3. Takashi Hosokawa -- Kita Sakaba (1982)
Like "Brandy Glass" above, "Kita Sakaba" was one of the first Mood Kayo that I ever came across and took on the familiar trope of drinking. Unlike Ishihara's classic, though, Hosokawa's trademark tune was quite light on its feet. I always imagine a slightly tipsy Hosokawa and friends doing some major barhopping in northern Japan where each of the establishments are small affairs with plenty of carousing and imbibing. No time for introspection into the tumbler here; just knock back those glasses of beer or shochu and exhale mightily and satisfactorily before moving onto the next place. You can link onto the title above for my article and also here to get contributor Francium's take on "Kita Sakaba".
4. Hiroshi Itsuki -- Yokohama Tasogare (1971)

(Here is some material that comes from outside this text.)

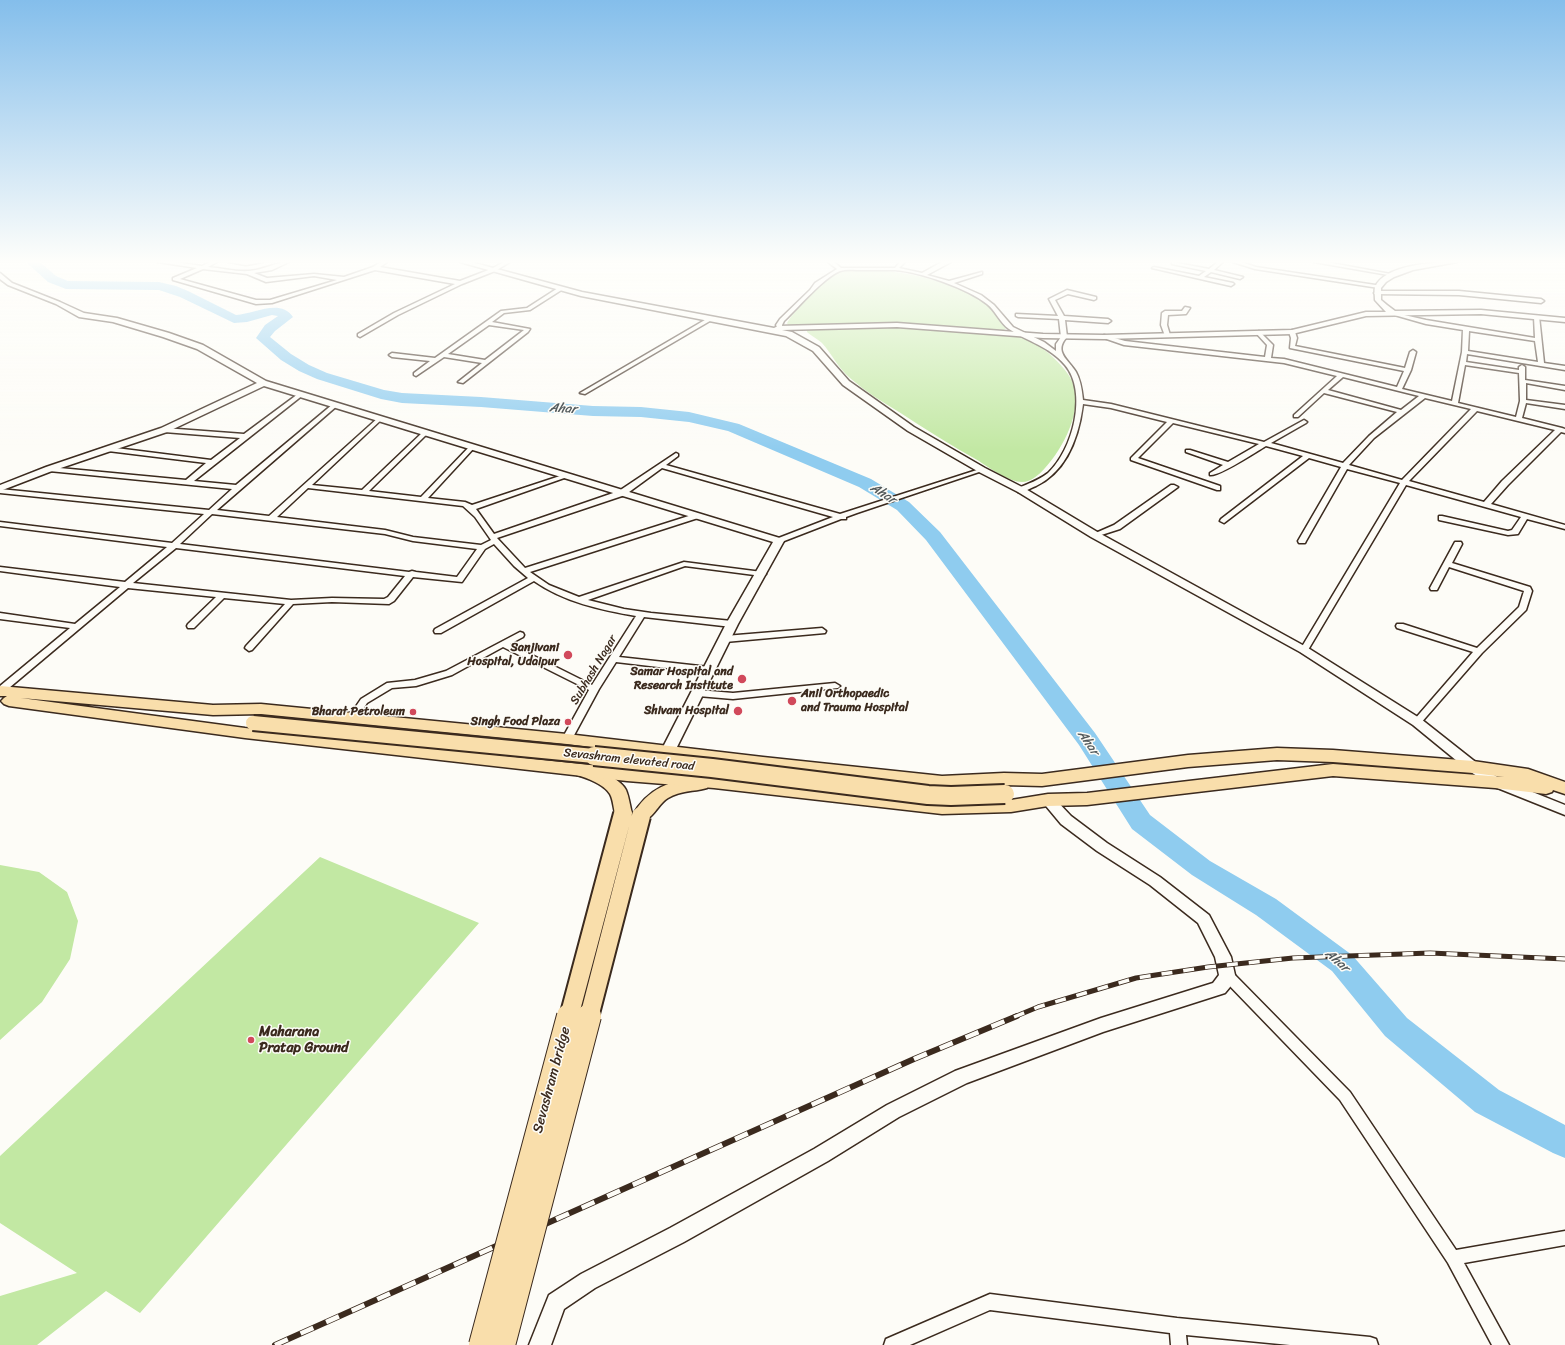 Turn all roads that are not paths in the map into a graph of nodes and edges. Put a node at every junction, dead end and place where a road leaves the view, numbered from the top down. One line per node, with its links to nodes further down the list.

Also one of the first Mood Kayo that I got to know shortly after my awakening to Japanese pop music, I first listened to the empty karaoke version of Itsuki's most famous song for a number of months before I was finally able to hear the full-throated take. I hadn't been aware of how old "Yokohama Tasogare" was or even what one of Japan's largest cities was like but I knew that I was listening to something cool and urban and it did get my interest up in actually visiting Yokohama. I'm happy to say that I've been there a number of times now.

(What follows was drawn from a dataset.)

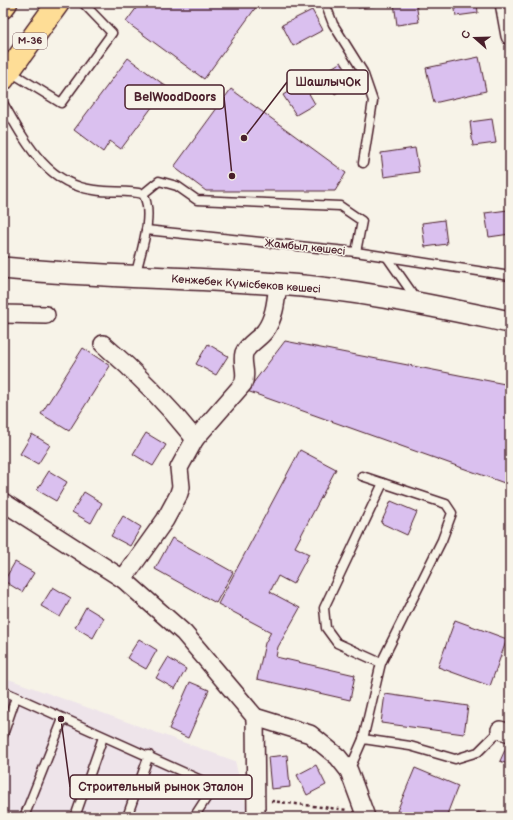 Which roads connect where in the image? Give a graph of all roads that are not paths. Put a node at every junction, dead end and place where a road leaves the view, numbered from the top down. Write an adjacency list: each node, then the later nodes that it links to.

5. Teresa Teng -- Tsugunai (1984)
I knew that I had to include a Teresa Teng number into this list as much as I had to include a Yujiro Ishihara ballad, but the tough thing was that when it came to the late Ms. Teng's discography, it was actually hard to pick which one of her Mood Kayo songs would be the appropriate one. However, I ultimately decided to go with the one ballad that always got me in the heart, and that would be "Tsugunai". It definitely fulfills the Mood Kayo condition in that it does evoke a certain mood of nostalgia and romance but it's something that goes far beyond the bars and clubs of Tokyo; I hinted in the original article that there was something of the European enka about it. Well, when I listen to "Tsugunai", there is always that feeling of the Riviera and perhaps a drinking establishment there that might even be too pricey for most Japanese executives under President to enter.
6. Hiroshi Uchiyamada and The Cool Five -- Nagasaki wa Kyou mo Ame Datta (1969)
To wrap up my list of favourite Mood Kayo, of course, I also had to find a representative of the vocal groups. And this time, there was no dawdling on my choice. When it comes to Mood Kayo groups, the first one that comes to mind is The Cool Five with the stolid Kiyoshi Maekawa as the lead vocal. That saxophone, the mellow melody and of course the harmony by The Cool Five themselves make it all worthwhile. This would be the ideal ballad to take a walk along Nagasaki Bay at night, although I could do without the rain. Heck, this would be a great song to hear while strolling along any harbour at night.
As I said, there are many more songs that I would have liked to have placed here but I would have simply gotten more mired in the decision-making. Let's just say that these 6 are for me the cream of a bountiful crop.